Le low-tech : une technologie d’avenir ?
Interview de Thierry Collin, Partner-Team Manager chez Betic Ingénieurs-Conseils.
High-tech, low-tech… Des définitions multiples, qui se croisent, s’entrecroisent. Mais doit-on vraiment faire totalement abstraction de l’une, de l’autre, pour imaginer ces écosystèmes, ces nouveaux lieux de vie constituant une solution d’avenir pour préserver l’environnement ? Si la première se veut couramment définie comme l’ensemble des technologies et techniques les plus avancées, et la seconde, comme reposant sur des technologies simples qui ne sont pas commandées par des machines, la ligne de démarcation entre ces deux approches est-elle aussi simple ? Thierry Collin revient sur la relation entre low-tech et high-tech, notamment appliquée au secteur de la construction.
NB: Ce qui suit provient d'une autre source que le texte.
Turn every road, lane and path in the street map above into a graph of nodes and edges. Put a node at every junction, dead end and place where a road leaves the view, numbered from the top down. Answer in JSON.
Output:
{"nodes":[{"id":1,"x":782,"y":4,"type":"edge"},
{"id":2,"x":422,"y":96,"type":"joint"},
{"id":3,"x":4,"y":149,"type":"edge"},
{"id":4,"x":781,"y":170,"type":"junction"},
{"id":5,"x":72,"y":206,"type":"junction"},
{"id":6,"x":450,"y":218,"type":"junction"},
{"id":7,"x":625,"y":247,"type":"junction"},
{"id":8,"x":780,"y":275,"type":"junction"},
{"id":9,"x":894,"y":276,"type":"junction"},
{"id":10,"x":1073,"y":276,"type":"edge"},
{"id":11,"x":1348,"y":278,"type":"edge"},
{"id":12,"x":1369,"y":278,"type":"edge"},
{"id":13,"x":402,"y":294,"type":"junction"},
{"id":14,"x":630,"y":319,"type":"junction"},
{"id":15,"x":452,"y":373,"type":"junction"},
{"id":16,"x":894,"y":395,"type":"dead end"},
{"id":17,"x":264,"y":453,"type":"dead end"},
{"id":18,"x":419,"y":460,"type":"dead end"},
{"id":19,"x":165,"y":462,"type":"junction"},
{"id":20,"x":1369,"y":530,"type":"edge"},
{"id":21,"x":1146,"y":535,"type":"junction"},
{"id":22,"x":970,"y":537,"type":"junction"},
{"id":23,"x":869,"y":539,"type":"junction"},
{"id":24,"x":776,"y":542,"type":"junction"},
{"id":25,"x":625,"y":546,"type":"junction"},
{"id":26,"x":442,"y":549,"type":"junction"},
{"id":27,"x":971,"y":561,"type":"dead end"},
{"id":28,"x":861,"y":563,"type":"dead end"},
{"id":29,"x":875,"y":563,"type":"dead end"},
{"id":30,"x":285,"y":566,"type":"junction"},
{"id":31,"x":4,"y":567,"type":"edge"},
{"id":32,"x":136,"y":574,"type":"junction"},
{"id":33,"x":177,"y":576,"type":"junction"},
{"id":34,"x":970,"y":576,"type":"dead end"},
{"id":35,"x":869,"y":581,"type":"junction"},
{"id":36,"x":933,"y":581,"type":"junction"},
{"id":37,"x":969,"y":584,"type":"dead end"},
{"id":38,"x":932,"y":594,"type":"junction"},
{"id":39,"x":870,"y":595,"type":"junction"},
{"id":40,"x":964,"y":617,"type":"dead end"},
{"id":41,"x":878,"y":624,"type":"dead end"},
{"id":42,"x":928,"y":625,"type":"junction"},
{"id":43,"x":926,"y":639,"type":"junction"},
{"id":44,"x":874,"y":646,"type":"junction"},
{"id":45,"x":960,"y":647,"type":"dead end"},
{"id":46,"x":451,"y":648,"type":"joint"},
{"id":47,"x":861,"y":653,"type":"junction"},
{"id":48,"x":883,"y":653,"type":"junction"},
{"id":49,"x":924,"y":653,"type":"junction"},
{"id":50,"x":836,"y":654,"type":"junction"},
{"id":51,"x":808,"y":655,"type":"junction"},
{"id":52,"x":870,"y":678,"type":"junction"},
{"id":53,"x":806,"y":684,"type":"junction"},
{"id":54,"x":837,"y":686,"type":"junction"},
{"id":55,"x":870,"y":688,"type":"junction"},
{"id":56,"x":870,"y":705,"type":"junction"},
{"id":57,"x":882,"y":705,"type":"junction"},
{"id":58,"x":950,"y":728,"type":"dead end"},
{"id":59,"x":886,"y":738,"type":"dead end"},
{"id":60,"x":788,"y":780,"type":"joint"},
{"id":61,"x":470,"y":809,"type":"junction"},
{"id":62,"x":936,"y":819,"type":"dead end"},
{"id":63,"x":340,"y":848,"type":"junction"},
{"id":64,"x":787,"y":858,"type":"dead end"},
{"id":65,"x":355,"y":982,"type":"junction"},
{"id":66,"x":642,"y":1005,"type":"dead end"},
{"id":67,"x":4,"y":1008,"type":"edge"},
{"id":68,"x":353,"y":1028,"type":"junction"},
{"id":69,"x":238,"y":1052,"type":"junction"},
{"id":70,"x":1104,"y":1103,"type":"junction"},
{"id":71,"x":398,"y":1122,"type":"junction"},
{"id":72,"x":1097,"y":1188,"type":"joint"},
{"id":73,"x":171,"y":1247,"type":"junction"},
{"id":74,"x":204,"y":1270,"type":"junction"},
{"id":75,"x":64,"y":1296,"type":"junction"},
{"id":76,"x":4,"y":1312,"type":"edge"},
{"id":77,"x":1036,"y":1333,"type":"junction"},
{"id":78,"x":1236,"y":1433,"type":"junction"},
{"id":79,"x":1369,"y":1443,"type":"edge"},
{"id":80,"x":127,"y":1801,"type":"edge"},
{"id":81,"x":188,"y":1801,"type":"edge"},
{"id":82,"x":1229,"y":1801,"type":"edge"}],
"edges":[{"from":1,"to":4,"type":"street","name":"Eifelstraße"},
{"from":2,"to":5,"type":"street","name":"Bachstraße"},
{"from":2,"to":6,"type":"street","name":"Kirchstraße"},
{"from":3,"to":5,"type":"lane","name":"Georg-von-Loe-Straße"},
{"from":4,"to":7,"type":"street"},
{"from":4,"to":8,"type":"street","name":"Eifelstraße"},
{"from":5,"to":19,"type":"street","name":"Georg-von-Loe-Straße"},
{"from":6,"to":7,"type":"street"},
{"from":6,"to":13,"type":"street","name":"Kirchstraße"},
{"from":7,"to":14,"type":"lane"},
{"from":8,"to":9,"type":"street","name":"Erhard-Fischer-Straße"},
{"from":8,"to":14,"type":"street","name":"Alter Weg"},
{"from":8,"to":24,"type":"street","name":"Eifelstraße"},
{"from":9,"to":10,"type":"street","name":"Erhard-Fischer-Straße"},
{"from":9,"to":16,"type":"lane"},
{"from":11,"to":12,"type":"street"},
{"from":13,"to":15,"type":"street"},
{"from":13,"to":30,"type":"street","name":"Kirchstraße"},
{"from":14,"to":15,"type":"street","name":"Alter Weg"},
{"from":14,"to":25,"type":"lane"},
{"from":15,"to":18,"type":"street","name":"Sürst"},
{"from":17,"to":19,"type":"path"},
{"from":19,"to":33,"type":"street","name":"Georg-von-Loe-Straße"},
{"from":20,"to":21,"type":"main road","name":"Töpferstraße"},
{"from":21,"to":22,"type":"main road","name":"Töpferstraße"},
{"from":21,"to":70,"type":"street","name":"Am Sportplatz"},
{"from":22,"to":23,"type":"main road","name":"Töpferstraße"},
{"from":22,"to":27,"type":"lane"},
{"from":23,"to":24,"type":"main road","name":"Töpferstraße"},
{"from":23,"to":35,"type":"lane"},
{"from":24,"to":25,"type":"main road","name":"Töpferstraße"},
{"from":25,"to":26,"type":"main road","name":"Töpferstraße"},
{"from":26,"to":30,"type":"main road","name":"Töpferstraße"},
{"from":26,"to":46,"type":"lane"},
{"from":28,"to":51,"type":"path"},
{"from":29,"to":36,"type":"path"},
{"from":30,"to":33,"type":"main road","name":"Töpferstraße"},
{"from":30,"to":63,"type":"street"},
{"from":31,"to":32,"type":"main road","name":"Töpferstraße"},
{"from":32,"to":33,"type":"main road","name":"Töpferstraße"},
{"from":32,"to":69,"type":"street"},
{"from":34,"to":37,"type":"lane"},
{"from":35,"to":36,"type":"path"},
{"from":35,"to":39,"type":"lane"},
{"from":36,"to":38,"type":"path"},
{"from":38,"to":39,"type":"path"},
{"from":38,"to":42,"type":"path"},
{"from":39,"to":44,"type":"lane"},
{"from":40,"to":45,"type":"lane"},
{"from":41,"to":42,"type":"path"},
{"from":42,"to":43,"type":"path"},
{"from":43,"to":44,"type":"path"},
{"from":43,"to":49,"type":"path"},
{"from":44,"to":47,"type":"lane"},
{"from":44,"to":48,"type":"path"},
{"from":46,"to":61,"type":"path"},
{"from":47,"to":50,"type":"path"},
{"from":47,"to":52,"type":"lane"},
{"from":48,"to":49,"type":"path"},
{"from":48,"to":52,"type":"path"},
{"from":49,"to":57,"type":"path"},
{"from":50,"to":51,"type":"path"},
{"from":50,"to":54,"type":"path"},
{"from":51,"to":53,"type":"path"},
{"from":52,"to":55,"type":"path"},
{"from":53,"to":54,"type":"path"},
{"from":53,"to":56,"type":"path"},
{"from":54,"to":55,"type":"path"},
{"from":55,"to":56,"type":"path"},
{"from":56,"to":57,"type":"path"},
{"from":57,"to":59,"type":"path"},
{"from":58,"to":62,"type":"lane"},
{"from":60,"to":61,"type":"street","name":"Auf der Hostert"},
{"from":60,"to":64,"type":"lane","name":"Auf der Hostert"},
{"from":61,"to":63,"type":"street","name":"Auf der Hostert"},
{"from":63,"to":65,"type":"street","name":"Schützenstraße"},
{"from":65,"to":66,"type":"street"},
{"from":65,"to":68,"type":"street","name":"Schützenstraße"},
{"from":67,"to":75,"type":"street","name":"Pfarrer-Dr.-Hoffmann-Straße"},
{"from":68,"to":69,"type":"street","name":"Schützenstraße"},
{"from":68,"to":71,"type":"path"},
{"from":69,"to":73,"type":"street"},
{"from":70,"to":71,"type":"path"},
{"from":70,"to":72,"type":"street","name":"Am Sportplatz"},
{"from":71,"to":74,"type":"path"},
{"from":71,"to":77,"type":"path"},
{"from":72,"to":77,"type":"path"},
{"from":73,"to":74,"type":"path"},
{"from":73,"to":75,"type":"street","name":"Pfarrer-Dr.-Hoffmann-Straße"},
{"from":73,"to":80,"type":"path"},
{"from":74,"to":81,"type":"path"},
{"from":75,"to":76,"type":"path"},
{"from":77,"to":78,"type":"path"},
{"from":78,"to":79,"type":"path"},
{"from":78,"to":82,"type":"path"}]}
Low-tech, une définition pas si évidente ?
Pour bon nombre, low-tech signifie purement le contraire de high-tech. Je n’ai pas un avis si tranché. En tant que bureau d’ingénieurs-conseils en génie technique et en advanced engineering, ce que nous gardons en tête est le besoin de l’utilisateur final. Nous devons être capables de lui offrir un espace de vie confortable, qui corresponde à ses besoins de vie, avec un minimum d’empreinte environnementale, voire une empreinte nulle. C’est pourquoi nous nous attachons, sur chacun de nos projets, à offrir dès que possible des solutions optimales, via des techniques simples et efficaces. Pour moi, le low-tech repose sur des concepts intelligents, basés sur des principes physiques fondamentaux. Il peut recourir à des technologies traditionnelles simples, qui ne sont pas pilotées par des machines, mais c’est aussi utiliser des technologies avancées comme des installations photovoltaïques fonctionnant sur un mode de vie à faible consommation énergétique par exemple. Pourtant, pour certains, ces installations photovoltaïques seraient considérées comme de la high-tech.
Qu’entendez-vous alors par high-tech ?
Le high-tech désigne davantage ces technologies de pointe, complexes, fondées sur la science. Elles ont énormément à apporter au secteur de la construction. Si l’on pense tout simplement à nos outils de modélisation 3D, de modélisation dynamique, c’est une avancée high-tech incontestable qui nous aide réellement en phases de conception du projet pour imaginer des bâtiments toujours plus low-tech. Les deux sont imbriqués. Regardez les smarts grids. Ces systèmes de distribution d’énergie électrique intelligents qui ajustent les flux d’électricité entre fournisseurs et consommateurs, nous permettent entre autres d’accueillir et gérer l’arrivée massive et intermittente des énergies renouvelables dans le réseau, pour mieux les distribuer là où la consommation est la plus forte. Ils garantissent ainsi un système électrique rentable et durable avec des pertes faibles, donc une distribution plus efficace de l’électricité. L’apport de cette technologie est des plus significatifs, spécialement en vue du développement mondial, rapide et massif, du parc de véhicules électriques.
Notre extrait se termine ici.